After attending their grandmother’s funeral, two young adults discover that she was remarried following the death of her first husband, the biological father of their mother. The two set out, with the blessing of their step-grandfather, to find out the truth about their grandfather Miyabe (Junichi Okada). He had been a pilot in the war, flying one of the famed Zero fighter planes. Many of his contemporaries from that time describe him as a coward who was quick to run from battle. However, his grandson Kentaro (Haruma Miura) perseveres with the investigation that soon reveals a very different story. Far from being weak, Miyabe was one of the top pilots, but his belief in the sanctity of life and determination to save others put him at odds with his fellow pilots.

“The Eternal Zero” is based on the book by Naoki Hyakuta and directed by Takashi Yamazaki from a screenplay by Yamazaki and Tamio Hayashi. The story flits back and forth between the ‘present’ of 2004 and the war years. It is a structure that allows for much needed breaks in the narrative of Miyabe’s wartime experiences as well as giving the filmmakers a way of showing the impact of his actions two generations later. The wartimes segments are enlivened by some great aerial sequences, with Zeros and American fighters being recreated through CGI, that capture the ferocity and deadliness of the fighting. We see some of the most pivotal battles of the war, Midway and Guadal Canal, recreated, though the characters are fictional. There are only a couple of brief glimpses of bloody or violent scenes, but it is enough for the audience to understand the seriousness of what is at stake. Junichi Okada plays Miyabe with a calm air that shifts alarmingly in a later scene when he comes to understand the true horror of war. There are some great supporting performances from Mao Inoue as his young wife, Hirofumi Arai as his fellow pilot Kageura, an aggressive, gung-ho counterpoint to Miyabe, and Min Tanaka who plays his sombre older self. Shota Sometani also stars as a likeable young recruit who is helped by Miyabe. The film is rather longer than it needs to be at over two hours, and the acting at times overly dramatic. It suffers most when it attempts to steer the audience to a conclusion rather than allowing the story to stand for itself, though for the most part it is an engaging and emotional tale.

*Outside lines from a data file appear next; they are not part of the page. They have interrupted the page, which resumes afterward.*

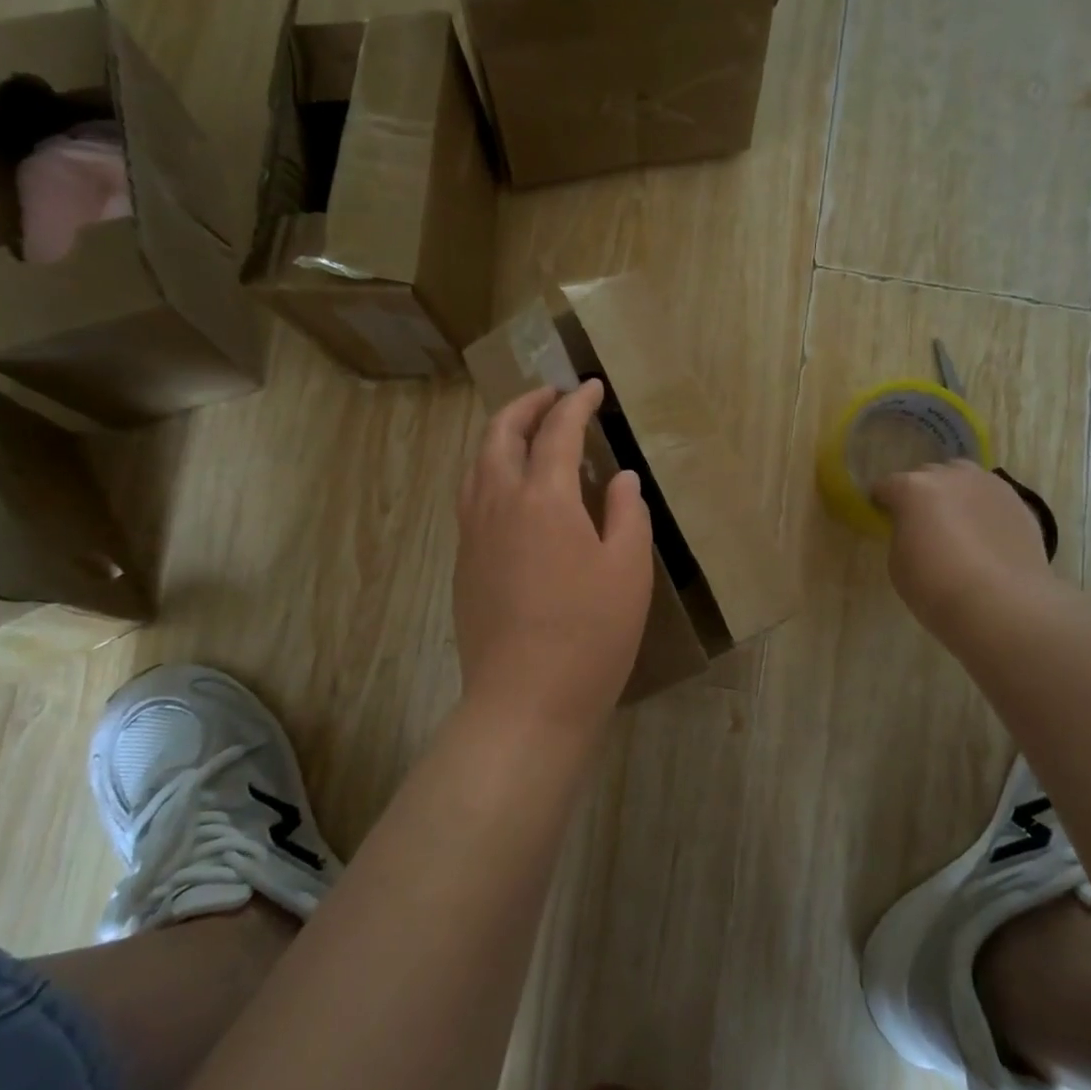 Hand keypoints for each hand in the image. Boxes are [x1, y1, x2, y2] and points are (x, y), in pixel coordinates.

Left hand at [454, 381, 654, 736]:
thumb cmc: (590, 635)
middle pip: (500, 434)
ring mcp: (472, 533)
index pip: (557, 432)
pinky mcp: (463, 562)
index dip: (576, 404)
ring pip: (477, 463)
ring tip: (528, 433)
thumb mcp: (627, 570)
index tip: (592, 388)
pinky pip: (470, 495)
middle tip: (552, 396)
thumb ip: (627, 513)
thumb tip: (620, 478)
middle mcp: (497, 503)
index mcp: (543, 498)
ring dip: (501, 435)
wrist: (525, 701)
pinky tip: (510, 488)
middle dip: (526, 405)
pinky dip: (489, 470)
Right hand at [872, 461, 1052, 632]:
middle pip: (927, 474)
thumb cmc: (936, 587)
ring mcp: (989, 485)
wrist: (1002, 605)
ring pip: (963, 477)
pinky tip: (983, 533)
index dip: (881, 501)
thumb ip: (902, 534)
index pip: (886, 485)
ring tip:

“The Eternal Zero” looks back at the war from the Japanese perspective with a mature eye, acknowledging the rampant nationalism and idolatry that led many to their deaths, and admitting that mistakes were made. A number of the characters comment on the fact that their way of thinking has changed with the passage of time. Some may dismiss this as a sly attempt to avoid taking responsibility for some of the atrocities committed during wartime, a way of distancing those who were there from these very different times and circumstances. However, the men who fought were young at the time, and fed imperial propaganda that indoctrinated a sense of superiority, and a do or die mentality into its military. The film’s central message is one of the value of life, not to throw it away needlessly, but to preserve it as our greatest asset. In contrast to his fellow pilots, Miyabe believes each life he can save, including his own, will be more valuable than those lost in pursuit of victory. It is a belief that is vindicated by many in later life who praise him for his stance, one that was difficult at the time. This is a powerful and important message to try to do the right thing even when those around you are pressuring you to conform to their own ideals.